Perhaps even more unsettling than the tangible dangers was Helga’s choice to break the intangible taboo, particularly strong in Norwegian-American communities, against a mother leaving one’s children. She would be leaving her eight remaining children, including Lillian, a two-year-old toddler too young to even understand why her mother left. Many believed that no proper moral woman would dare consider such a thing. Ole’s best friend, Martin Siverson, clearly disapproved and could not comprehend how a mother could walk away from her family responsibilities. He expressed what others in her Norwegian community were thinking, “Women just didn’t do such things!”24

But Helga not only held confidence in herself but also in her family. While recognizing this journey would be challenging, she believed Ole and their children could help make this work. She had returned to the Midwest for several months three years earlier in 1893, and the family proved they could sustain one another. Besides, Olaf, seventeen, Ida, fifteen, and Bertha, now fourteen, were considered old enough to work for others, so they certainly could help keep house, care for their younger brothers and sisters, and assist with the farm. Arthur, eleven, and eight-year-old Johnny could take care of the chickens and pigs and help some with four-year-old William and little Lillian. Ole’s sister, Hanna, had emigrated from Norway and worked in Spokane as an ironer at the steam laundry. She could help on weekends.25 Helga believed their kind neighbors would help in an emergency; besides, she planned to be back by Christmas. Because Ole was unable to work in carpentry until his back improved, he certainly could watch the youngest ones, Lillian and William, when school started in the fall. After all, she had managed to care for four children under age six in their one-room sod home. Ole loved the children and was a good father, and with Ida’s and Bertha’s help, she felt confident he could take care of them. She knew this daily care of children and the home was a rare role for a Scandinavian father, but their family life was in serious danger. Western women often entered into “men’s work” to sustain a family, and she believed Ole could adapt. Maintaining proper roles provided no viable solution to their problems.

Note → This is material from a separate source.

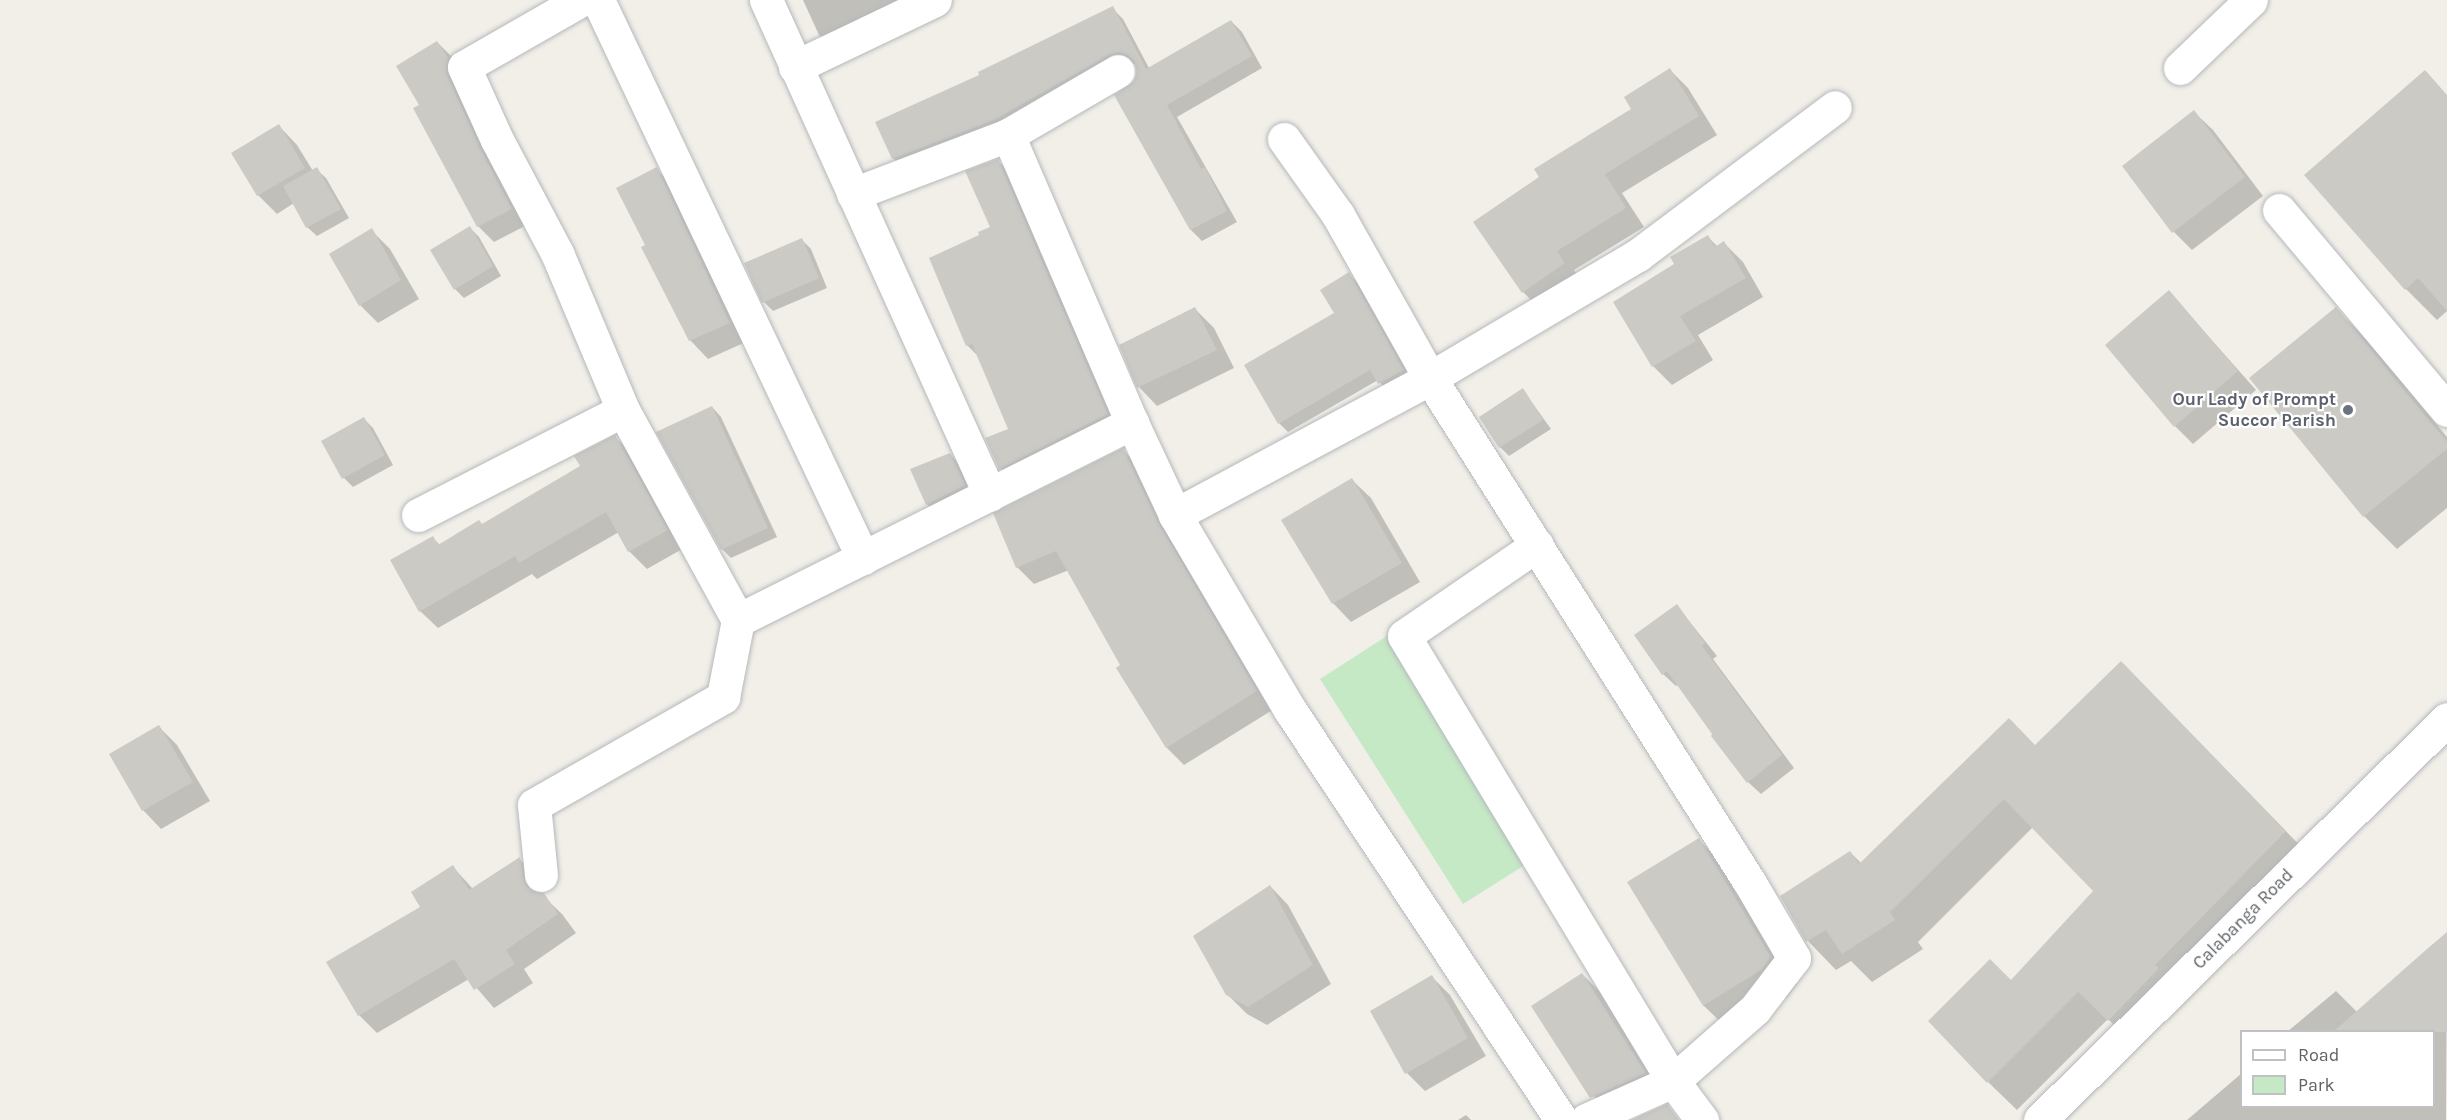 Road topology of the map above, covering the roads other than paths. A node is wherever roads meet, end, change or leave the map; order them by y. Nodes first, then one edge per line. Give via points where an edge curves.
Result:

Helga acknowledged the opposition she encountered before she left Spokane. To one reporter she stated: “We were told at the start we would never make the trip, but we are confident of getting through successfully.”26 Part of her confidence came from a previous venture when she successfully walked four hundred miles alone. Although the place and reason for this earlier trek is unclear, perhaps in the Midwest to visit her family, it clearly provided an experience that infused her with a belief in their potential success.27 To Helga, the promise of the $10,000 reward outweighed any threats of failure. She faced the question, “what does fear keep you from doing?” and decided she was unwilling to let fear or disapproval keep her from action. Feeling her family’s future lay in her hands, she knew she must try to win the wager. So, with Clara at her side, Helga turned to the East.